→ **EXERCISE PROMPT**
Note every line in the entries that contains the string "align", and copy it.

→ **EXTRACTED RECORDS**
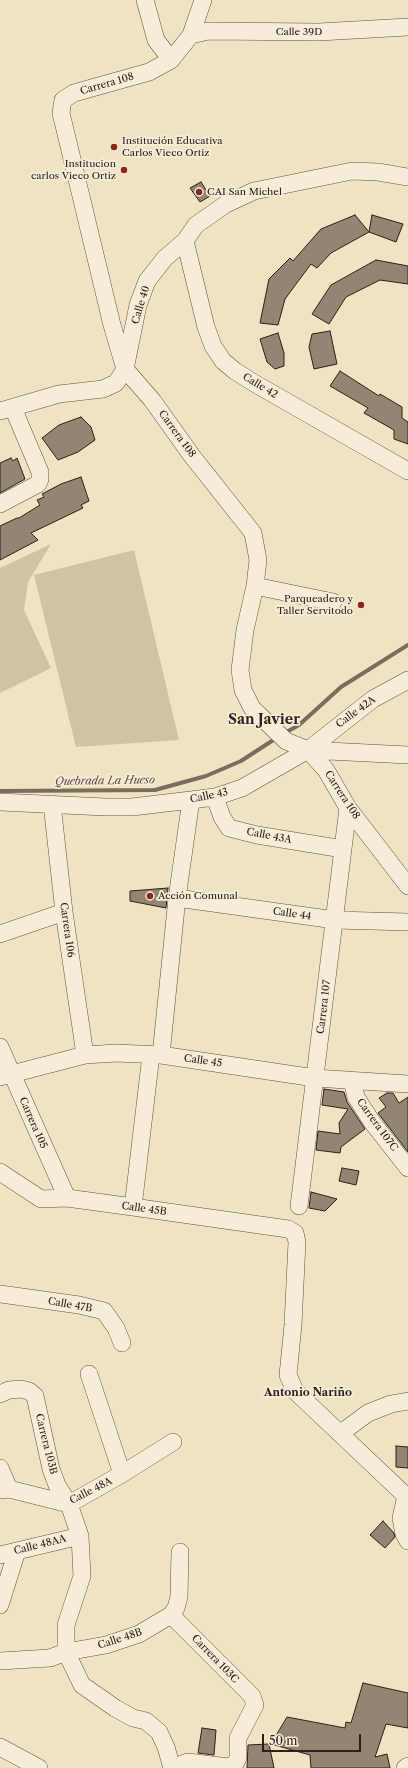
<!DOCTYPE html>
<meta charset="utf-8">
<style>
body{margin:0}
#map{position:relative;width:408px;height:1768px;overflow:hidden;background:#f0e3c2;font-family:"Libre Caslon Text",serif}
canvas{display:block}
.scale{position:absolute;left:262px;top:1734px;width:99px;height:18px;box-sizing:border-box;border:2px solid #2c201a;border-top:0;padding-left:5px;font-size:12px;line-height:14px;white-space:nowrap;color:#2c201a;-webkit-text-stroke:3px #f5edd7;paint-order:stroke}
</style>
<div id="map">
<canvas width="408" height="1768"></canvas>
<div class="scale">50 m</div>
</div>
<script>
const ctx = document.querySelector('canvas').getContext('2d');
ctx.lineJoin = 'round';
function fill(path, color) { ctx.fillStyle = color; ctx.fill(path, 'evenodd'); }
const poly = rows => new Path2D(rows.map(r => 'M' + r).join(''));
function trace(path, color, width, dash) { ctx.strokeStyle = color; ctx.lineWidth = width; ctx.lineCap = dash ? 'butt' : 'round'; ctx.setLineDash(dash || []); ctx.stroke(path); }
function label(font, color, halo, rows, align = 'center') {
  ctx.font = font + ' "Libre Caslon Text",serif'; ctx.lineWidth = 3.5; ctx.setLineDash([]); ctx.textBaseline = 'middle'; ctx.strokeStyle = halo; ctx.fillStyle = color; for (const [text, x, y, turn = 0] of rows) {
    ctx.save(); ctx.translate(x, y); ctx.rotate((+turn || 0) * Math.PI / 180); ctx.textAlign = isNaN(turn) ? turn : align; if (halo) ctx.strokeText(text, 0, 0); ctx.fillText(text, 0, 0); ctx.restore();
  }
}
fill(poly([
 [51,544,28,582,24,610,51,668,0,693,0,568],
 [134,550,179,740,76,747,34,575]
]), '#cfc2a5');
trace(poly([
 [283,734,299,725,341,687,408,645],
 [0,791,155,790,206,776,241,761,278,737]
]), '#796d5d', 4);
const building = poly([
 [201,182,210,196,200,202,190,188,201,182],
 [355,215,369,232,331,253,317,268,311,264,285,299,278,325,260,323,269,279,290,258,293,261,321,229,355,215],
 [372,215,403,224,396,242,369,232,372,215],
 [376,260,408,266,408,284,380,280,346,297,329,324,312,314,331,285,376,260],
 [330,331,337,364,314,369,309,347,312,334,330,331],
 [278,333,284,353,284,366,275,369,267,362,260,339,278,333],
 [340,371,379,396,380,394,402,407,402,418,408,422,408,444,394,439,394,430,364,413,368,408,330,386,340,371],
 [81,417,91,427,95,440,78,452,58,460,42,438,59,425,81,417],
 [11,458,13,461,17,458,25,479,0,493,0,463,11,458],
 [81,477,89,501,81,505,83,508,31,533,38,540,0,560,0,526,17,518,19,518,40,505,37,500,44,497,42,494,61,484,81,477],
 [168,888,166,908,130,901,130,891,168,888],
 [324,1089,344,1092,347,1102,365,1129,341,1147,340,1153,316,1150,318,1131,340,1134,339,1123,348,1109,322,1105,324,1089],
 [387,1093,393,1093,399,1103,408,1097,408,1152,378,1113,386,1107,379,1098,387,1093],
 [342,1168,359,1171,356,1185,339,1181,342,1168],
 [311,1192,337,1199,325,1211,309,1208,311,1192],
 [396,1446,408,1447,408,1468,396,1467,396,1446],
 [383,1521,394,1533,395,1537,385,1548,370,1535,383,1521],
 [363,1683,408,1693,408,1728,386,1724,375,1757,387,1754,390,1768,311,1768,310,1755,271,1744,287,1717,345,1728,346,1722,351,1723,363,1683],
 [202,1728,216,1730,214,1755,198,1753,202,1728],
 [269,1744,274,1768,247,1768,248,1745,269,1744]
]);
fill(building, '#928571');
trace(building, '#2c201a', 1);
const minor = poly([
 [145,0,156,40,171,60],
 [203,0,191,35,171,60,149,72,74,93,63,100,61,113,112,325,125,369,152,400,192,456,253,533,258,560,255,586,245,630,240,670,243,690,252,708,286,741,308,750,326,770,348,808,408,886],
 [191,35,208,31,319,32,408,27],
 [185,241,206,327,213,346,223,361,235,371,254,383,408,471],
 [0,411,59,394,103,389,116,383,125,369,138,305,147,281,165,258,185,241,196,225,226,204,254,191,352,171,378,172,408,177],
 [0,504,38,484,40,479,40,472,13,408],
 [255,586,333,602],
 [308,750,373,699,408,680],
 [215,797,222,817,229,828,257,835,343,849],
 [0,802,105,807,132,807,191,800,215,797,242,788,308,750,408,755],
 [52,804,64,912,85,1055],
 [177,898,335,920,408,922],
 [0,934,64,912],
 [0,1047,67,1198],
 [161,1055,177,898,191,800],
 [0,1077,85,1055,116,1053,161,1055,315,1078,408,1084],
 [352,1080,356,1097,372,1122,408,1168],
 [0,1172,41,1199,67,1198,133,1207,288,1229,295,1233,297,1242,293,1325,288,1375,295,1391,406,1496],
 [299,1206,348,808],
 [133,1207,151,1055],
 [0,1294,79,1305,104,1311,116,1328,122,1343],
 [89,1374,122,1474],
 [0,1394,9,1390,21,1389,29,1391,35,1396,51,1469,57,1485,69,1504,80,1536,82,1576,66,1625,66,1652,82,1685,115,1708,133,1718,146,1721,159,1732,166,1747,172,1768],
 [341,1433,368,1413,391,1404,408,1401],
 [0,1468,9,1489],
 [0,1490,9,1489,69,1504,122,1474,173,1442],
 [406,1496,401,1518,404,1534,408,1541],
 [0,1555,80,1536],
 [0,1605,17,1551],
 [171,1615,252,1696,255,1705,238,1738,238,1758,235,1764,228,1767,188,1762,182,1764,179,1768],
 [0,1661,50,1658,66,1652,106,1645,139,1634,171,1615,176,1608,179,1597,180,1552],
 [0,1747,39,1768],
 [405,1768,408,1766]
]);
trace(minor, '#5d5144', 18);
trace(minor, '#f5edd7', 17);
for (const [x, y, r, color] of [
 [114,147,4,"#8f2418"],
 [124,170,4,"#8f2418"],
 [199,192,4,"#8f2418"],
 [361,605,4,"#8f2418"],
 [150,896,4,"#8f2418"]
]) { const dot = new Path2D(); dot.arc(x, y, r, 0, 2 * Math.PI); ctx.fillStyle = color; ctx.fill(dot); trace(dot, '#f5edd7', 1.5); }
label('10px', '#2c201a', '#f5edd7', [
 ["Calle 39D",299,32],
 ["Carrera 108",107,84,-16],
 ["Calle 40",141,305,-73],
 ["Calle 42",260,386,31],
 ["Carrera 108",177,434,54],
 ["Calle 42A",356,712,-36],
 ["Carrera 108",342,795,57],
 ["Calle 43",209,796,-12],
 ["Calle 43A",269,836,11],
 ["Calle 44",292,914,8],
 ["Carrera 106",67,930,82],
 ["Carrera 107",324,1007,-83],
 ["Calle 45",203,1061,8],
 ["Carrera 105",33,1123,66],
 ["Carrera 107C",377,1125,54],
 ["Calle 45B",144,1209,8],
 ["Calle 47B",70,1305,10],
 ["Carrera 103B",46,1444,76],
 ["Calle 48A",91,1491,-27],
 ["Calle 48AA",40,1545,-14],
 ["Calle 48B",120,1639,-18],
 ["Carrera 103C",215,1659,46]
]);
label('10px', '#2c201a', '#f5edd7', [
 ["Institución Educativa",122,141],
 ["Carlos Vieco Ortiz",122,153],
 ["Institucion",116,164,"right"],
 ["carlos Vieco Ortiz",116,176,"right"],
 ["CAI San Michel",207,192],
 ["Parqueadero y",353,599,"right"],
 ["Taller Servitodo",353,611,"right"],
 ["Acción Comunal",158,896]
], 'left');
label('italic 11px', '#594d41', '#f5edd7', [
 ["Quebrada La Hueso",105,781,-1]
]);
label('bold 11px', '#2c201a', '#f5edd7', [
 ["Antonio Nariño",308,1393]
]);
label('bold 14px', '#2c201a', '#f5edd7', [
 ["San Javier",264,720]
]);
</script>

→ **SOLUTION TO THIS EXERCISE**
function label(font, color, halo, rows, align = 'center') {
    ctx.save(); ctx.translate(x, y); ctx.rotate((+turn || 0) * Math.PI / 180); ctx.textAlign = isNaN(turn) ? turn : align; if (halo) ctx.strokeText(text, 0, 0); ctx.fillText(text, 0, 0); ctx.restore();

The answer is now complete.